Required work » Report every line below that holds the word "Murray".

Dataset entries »
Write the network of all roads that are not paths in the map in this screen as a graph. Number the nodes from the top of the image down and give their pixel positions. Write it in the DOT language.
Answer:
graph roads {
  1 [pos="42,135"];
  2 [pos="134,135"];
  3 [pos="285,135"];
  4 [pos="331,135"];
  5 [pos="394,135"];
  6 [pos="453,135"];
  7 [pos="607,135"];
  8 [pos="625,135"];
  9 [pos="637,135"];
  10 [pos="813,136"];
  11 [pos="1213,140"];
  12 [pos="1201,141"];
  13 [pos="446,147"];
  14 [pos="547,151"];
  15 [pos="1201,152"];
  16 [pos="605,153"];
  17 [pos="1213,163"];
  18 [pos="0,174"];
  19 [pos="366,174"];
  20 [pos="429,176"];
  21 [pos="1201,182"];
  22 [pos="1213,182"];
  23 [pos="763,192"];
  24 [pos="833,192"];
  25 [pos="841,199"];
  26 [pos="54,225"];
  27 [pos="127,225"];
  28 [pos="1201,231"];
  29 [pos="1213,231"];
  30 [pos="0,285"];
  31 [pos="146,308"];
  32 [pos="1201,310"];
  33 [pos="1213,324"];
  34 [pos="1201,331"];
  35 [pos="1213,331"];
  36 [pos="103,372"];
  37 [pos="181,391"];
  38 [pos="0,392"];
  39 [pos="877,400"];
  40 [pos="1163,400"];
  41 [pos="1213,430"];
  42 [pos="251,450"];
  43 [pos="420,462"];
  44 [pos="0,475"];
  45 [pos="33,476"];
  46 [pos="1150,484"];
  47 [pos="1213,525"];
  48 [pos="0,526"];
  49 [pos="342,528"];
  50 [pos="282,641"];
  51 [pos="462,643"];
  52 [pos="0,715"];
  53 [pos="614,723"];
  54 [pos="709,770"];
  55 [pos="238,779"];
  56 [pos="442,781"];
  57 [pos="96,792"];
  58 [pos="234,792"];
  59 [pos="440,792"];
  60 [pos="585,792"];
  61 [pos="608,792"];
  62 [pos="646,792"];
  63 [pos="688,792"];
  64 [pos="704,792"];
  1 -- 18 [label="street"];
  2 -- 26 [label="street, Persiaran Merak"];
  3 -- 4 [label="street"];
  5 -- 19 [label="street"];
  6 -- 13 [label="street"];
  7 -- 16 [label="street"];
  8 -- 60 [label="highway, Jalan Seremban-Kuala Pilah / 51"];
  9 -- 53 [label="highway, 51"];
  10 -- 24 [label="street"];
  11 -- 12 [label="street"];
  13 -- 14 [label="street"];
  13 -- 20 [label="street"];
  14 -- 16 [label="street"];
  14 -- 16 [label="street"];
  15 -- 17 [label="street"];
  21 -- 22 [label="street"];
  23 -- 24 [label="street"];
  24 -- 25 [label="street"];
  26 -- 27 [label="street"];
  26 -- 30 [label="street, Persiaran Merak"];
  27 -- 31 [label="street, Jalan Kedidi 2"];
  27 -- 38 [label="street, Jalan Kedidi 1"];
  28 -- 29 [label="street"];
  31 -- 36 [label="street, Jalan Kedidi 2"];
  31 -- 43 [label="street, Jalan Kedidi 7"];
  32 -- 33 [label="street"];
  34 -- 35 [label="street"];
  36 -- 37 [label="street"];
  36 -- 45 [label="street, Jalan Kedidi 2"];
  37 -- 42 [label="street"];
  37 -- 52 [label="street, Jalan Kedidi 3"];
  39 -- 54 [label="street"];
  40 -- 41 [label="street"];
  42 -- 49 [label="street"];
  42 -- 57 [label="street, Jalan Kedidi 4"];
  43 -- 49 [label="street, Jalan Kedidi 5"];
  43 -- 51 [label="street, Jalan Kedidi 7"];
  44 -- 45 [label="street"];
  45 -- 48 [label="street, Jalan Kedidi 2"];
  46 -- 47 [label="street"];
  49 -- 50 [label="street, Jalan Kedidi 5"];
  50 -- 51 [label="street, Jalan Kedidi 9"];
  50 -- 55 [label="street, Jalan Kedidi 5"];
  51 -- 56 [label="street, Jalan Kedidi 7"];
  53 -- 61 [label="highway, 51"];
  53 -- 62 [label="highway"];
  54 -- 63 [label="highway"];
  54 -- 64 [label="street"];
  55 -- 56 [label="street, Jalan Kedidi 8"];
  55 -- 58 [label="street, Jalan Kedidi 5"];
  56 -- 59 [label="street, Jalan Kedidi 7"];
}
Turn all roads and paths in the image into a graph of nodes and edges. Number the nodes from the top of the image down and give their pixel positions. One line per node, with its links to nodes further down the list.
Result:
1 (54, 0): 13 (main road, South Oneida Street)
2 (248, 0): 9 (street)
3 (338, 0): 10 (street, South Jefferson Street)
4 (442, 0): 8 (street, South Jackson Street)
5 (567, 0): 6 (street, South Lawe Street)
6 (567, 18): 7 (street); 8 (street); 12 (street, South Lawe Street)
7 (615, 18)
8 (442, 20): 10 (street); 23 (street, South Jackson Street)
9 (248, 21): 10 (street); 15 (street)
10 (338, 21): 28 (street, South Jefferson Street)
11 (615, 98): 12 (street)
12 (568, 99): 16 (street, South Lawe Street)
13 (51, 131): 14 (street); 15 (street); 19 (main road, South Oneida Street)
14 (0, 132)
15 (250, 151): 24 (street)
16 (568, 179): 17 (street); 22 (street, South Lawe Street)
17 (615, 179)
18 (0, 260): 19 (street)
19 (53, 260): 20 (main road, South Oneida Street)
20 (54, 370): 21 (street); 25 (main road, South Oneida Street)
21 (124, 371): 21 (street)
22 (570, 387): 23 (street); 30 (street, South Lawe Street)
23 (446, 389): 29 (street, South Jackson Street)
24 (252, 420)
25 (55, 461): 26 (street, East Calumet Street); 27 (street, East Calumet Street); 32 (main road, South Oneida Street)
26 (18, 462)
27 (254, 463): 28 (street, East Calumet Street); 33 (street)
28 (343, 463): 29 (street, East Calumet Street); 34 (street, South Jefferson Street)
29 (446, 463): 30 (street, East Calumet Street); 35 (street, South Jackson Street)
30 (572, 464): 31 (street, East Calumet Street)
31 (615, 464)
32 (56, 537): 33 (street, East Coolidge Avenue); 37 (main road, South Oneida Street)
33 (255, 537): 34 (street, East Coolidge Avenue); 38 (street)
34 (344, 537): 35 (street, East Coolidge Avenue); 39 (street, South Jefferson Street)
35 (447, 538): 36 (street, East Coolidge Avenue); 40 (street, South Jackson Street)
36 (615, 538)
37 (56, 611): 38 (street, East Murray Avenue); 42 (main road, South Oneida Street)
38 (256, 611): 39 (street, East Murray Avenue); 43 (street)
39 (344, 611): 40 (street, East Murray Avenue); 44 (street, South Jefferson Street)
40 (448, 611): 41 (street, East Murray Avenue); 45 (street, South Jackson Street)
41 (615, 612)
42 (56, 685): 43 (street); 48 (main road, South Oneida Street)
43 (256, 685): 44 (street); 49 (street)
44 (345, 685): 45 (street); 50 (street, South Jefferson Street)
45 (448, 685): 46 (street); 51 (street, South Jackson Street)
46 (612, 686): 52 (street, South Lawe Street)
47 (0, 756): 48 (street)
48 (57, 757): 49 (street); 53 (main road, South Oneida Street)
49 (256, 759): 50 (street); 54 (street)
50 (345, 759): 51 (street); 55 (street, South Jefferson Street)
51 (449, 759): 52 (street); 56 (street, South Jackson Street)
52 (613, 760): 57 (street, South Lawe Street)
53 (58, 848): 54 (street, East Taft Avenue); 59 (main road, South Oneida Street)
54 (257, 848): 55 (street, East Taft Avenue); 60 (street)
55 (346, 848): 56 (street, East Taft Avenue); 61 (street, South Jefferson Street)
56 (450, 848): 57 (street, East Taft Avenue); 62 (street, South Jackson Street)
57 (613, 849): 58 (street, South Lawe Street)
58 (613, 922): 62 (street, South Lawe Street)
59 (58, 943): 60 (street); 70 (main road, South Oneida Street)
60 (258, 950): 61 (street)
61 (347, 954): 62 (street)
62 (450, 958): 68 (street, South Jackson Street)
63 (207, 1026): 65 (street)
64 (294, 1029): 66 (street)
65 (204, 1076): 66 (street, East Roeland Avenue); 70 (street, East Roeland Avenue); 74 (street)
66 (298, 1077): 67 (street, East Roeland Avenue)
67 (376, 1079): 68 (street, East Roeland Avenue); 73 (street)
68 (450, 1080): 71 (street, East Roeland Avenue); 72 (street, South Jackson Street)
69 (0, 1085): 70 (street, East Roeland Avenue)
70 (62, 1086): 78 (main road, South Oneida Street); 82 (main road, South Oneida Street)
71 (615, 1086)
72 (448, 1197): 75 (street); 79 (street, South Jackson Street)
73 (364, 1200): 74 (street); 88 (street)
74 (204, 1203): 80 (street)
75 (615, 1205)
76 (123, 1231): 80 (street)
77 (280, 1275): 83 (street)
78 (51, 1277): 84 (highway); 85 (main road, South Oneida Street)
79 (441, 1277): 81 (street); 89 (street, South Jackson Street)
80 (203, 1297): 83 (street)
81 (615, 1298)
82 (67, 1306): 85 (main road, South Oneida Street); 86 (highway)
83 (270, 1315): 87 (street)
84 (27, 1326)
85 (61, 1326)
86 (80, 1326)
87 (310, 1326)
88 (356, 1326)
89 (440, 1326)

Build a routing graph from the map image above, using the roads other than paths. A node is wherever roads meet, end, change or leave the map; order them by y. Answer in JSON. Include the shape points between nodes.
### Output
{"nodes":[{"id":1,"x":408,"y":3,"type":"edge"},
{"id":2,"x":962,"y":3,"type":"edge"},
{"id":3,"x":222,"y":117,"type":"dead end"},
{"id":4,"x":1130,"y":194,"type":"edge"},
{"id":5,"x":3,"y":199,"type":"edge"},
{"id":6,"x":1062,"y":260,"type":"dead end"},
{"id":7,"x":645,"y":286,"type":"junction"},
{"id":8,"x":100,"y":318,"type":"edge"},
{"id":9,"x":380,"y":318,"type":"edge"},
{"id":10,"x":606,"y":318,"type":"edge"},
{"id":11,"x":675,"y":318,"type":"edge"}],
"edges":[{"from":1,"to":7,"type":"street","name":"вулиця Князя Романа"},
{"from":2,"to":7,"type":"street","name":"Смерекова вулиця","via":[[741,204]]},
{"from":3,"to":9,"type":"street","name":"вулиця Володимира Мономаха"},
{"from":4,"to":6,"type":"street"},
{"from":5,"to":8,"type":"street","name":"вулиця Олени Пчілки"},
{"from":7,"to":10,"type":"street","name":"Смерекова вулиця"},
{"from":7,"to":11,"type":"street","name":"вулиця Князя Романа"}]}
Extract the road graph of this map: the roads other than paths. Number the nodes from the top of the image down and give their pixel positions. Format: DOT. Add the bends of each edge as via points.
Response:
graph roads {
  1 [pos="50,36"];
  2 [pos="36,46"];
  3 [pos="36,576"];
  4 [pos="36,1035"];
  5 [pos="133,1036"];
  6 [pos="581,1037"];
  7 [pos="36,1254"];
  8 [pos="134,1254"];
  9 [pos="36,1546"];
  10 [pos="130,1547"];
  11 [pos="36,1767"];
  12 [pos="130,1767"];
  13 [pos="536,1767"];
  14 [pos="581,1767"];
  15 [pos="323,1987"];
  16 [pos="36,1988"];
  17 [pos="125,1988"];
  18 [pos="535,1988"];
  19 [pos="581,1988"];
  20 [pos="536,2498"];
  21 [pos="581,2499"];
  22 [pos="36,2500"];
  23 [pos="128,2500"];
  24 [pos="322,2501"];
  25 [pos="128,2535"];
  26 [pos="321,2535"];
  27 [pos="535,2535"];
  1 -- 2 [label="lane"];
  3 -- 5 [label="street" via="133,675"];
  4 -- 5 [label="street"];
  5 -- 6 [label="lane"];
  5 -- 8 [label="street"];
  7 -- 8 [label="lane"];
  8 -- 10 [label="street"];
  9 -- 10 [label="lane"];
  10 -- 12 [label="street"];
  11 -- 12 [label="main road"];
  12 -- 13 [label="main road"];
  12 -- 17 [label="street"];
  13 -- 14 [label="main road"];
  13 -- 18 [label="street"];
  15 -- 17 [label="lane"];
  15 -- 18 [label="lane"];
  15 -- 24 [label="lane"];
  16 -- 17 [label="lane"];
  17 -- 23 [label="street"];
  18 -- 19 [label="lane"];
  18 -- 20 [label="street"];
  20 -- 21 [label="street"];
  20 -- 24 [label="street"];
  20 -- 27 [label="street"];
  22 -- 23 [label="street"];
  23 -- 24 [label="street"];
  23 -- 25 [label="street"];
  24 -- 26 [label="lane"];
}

Solved problem »
37 (56, 611): 38 (street, East Murray Avenue); 42 (main road, South Oneida Street)
38 (256, 611): 39 (street, East Murray Avenue); 43 (street)
39 (344, 611): 40 (street, East Murray Avenue); 44 (street, South Jefferson Street)
40 (448, 611): 41 (street, East Murray Avenue); 45 (street, South Jackson Street)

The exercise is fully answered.